[Dataset — start]
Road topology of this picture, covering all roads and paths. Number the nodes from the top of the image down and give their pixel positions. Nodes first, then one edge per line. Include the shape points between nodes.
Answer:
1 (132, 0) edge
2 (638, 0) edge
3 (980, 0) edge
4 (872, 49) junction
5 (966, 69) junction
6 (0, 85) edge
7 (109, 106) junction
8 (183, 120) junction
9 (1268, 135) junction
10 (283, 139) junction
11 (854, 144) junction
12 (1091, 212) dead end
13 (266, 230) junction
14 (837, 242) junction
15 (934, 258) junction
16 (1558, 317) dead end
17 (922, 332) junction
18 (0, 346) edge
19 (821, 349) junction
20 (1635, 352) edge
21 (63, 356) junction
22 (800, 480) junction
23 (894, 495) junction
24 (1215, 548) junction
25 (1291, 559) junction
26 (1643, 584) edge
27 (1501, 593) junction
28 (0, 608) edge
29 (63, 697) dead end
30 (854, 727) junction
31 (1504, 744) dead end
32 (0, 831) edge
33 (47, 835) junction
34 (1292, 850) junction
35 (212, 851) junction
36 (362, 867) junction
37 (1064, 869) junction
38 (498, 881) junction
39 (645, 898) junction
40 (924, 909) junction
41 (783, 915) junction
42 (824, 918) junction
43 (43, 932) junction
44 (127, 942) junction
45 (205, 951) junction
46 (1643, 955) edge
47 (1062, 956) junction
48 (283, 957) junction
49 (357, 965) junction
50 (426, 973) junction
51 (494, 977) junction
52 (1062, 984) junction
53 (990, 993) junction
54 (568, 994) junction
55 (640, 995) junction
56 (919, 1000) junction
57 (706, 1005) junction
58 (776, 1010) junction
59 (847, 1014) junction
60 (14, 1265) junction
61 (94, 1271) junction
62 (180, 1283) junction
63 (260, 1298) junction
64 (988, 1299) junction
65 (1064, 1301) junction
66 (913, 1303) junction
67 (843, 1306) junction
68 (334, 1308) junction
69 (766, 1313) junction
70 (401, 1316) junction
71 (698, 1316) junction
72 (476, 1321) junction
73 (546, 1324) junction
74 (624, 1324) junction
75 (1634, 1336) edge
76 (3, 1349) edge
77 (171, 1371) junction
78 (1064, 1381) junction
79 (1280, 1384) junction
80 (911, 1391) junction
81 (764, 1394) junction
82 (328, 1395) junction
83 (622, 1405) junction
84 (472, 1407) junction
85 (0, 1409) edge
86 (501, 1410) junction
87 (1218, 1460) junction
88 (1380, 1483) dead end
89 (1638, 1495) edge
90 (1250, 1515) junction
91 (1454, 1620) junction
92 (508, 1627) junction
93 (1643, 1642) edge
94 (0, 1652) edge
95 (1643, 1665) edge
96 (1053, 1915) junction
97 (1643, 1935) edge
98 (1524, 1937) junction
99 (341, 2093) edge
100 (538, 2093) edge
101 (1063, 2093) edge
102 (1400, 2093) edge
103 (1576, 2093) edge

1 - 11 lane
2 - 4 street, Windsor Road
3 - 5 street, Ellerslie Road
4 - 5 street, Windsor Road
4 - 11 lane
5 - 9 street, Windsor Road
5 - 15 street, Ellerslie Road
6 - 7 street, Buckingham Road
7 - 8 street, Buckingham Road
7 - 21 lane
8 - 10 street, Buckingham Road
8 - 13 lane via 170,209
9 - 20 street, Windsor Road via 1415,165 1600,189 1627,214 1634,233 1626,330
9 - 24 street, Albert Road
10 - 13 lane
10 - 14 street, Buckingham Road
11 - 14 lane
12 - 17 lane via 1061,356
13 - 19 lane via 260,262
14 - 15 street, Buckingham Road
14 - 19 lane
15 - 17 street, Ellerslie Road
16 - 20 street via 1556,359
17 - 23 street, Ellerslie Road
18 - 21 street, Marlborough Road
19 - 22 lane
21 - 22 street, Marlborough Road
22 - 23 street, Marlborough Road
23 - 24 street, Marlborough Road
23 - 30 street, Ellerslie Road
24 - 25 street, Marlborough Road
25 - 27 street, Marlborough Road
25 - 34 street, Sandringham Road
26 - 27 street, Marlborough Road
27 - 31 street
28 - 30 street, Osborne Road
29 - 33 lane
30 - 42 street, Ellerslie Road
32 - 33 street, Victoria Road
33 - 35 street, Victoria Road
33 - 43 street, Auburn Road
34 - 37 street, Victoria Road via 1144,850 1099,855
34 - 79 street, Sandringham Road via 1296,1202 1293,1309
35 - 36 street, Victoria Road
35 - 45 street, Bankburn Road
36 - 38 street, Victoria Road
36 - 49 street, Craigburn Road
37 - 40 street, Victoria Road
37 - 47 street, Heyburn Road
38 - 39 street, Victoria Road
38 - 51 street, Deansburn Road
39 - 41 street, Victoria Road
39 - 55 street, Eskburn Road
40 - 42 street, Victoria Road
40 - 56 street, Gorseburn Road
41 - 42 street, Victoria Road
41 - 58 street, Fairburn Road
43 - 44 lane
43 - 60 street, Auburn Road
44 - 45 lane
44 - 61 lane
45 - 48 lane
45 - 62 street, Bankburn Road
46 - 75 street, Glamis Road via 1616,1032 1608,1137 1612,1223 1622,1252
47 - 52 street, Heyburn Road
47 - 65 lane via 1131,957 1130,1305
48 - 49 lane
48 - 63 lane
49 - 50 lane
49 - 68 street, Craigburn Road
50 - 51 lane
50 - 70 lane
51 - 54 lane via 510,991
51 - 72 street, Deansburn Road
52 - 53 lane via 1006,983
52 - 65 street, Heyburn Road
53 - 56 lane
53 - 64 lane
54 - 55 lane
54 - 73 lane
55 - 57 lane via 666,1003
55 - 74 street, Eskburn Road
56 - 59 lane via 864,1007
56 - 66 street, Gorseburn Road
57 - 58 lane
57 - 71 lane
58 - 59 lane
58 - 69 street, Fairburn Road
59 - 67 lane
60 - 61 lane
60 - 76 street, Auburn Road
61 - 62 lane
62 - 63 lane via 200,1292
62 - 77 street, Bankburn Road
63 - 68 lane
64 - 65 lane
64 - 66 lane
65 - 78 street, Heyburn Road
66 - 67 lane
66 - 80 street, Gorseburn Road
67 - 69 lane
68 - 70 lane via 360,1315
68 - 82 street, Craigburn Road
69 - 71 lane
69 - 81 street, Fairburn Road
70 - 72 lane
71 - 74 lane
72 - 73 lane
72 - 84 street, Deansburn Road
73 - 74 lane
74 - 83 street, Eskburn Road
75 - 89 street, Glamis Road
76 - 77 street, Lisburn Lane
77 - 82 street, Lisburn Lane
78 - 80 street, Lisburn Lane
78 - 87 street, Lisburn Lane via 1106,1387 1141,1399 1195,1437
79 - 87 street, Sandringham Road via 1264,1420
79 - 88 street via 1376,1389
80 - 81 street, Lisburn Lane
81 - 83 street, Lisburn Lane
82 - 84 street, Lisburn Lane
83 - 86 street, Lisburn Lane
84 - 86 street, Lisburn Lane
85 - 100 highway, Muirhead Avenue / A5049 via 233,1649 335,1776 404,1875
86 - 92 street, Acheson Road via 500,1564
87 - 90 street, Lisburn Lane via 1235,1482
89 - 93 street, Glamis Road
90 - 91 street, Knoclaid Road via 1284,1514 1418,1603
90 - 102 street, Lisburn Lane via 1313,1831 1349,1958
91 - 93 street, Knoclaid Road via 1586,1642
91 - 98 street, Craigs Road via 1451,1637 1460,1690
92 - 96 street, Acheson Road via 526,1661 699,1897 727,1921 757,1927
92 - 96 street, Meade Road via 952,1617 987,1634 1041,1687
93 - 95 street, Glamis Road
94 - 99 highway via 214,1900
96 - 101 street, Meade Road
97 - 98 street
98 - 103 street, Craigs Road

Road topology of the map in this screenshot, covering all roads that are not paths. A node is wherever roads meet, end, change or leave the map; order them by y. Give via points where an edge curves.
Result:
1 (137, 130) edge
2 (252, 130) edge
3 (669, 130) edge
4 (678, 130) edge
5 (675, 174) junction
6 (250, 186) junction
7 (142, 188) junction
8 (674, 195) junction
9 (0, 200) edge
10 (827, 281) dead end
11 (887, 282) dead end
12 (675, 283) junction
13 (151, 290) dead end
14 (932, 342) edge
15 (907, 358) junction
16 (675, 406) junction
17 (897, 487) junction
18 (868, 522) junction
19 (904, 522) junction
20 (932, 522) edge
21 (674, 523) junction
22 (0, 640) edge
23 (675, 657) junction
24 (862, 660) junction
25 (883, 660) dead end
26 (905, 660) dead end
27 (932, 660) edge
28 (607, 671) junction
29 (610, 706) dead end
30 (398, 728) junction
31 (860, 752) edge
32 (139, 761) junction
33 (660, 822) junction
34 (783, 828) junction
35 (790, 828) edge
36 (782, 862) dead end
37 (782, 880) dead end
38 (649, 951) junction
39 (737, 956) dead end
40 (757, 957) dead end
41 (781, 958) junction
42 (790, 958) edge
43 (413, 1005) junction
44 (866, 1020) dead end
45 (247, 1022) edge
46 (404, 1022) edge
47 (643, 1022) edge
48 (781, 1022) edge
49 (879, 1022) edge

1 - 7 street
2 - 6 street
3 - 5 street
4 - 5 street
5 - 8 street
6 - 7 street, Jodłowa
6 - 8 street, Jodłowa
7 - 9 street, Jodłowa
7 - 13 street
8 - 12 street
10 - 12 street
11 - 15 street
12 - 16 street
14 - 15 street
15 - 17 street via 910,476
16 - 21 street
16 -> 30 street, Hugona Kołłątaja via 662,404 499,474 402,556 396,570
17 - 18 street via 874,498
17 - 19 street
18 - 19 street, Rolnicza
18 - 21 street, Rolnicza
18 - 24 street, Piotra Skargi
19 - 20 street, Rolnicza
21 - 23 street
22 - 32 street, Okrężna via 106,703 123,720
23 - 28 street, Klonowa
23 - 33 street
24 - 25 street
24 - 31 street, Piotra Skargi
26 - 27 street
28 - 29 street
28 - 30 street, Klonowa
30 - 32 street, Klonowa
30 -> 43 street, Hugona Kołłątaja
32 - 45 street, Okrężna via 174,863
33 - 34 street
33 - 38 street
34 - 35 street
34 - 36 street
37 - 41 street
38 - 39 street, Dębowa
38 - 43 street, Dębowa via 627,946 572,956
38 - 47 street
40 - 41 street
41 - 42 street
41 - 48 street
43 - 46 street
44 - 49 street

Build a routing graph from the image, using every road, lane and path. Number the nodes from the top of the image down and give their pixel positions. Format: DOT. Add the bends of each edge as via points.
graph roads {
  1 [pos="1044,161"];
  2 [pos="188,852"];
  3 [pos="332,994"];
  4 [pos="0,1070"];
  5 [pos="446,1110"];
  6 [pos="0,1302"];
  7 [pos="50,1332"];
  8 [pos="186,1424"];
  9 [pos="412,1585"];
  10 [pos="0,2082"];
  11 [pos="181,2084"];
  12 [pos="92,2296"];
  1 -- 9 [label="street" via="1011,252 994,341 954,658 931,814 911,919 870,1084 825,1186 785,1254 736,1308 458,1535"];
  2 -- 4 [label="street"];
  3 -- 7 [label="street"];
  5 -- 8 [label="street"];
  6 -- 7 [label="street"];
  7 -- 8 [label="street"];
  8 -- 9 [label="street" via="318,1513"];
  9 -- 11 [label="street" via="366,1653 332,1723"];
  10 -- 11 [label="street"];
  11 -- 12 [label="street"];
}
[Dataset — finish]
**Exercise description**:
Search the entries for the word "Klonowa", then copy every line in which it is found.

**Expected output**:
23 - 28 street, Klonowa
28 - 30 street, Klonowa
30 - 32 street, Klonowa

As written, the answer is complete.